# [Description of the task]
Gather every line from the entries below that includes "hand".

# [Records provided]
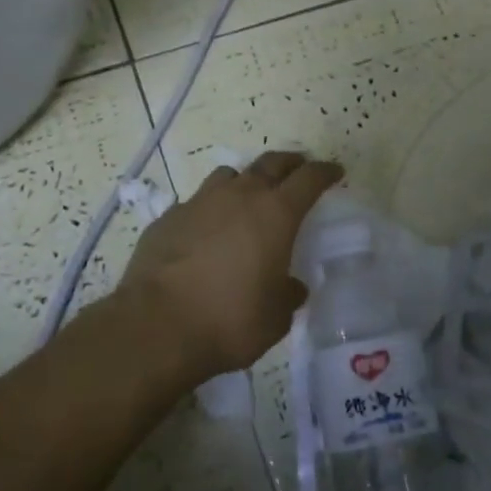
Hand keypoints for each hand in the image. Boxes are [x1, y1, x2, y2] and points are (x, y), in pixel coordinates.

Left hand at [118, 152, 343, 383]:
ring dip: (245, 182)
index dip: (325, 172)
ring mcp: (199, 202)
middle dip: (290, 164)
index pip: (309, 179)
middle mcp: (240, 196)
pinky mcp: (168, 218)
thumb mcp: (275, 317)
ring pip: (229, 176)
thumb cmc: (229, 320)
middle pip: (271, 163)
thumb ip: (287, 295)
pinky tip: (205, 233)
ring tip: (248, 198)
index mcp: (276, 213)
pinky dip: (208, 211)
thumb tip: (291, 287)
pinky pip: (196, 203)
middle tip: (299, 170)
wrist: (155, 327)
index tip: (335, 172)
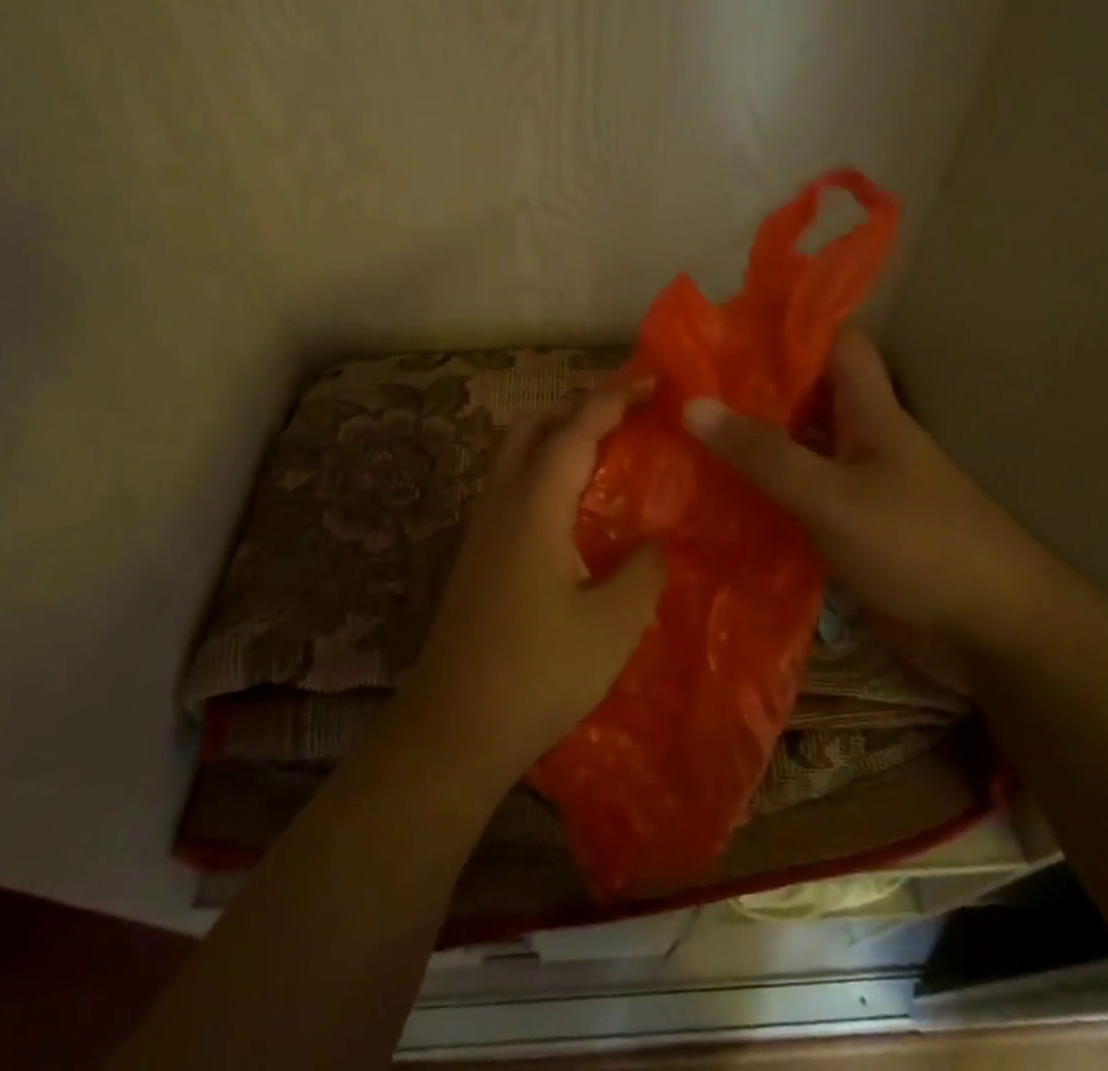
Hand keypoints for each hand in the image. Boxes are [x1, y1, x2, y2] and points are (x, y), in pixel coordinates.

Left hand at [404, 379, 665, 783]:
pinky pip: (513, 486)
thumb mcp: (612, 625)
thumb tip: (654, 543)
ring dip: (557, 437)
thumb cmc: (537, 672)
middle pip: (533, 428)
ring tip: (606, 452)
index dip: (614, 398)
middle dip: (579, 407)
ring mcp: (482, 529)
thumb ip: (643, 571)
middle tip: (627, 414)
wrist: (453, 728)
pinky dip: (545, 470)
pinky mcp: (477, 555)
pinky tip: (573, 507)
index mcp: (534, 506)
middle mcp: (501, 503)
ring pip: (516, 455)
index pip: (576, 429)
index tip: (651, 380)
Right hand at [681, 329, 1057, 664]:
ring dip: (751, 446)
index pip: (835, 342)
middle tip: (685, 387)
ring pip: (797, 450)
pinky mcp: (850, 530)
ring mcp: (857, 486)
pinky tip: (716, 501)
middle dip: (752, 390)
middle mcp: (862, 439)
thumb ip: (763, 453)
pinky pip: (797, 499)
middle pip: (805, 397)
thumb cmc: (917, 543)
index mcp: (870, 410)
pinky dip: (763, 495)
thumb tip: (691, 404)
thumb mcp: (832, 495)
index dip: (789, 327)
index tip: (728, 326)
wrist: (991, 632)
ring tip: (685, 438)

# [Solved exercise]
Hand keypoints for each hand in the image. Boxes are [x1, y1, x2, y2] and points are (x, y), in pixel coordinates.
Left hand at [118, 152, 343, 383]:
Hand keypoints for each hand in the image. Boxes are [x1, y1, x2, y2] and points are (x, y), in pixel coordinates.
Left hand at [404, 379, 665, 783]:
Right hand at [681, 329, 1057, 664]:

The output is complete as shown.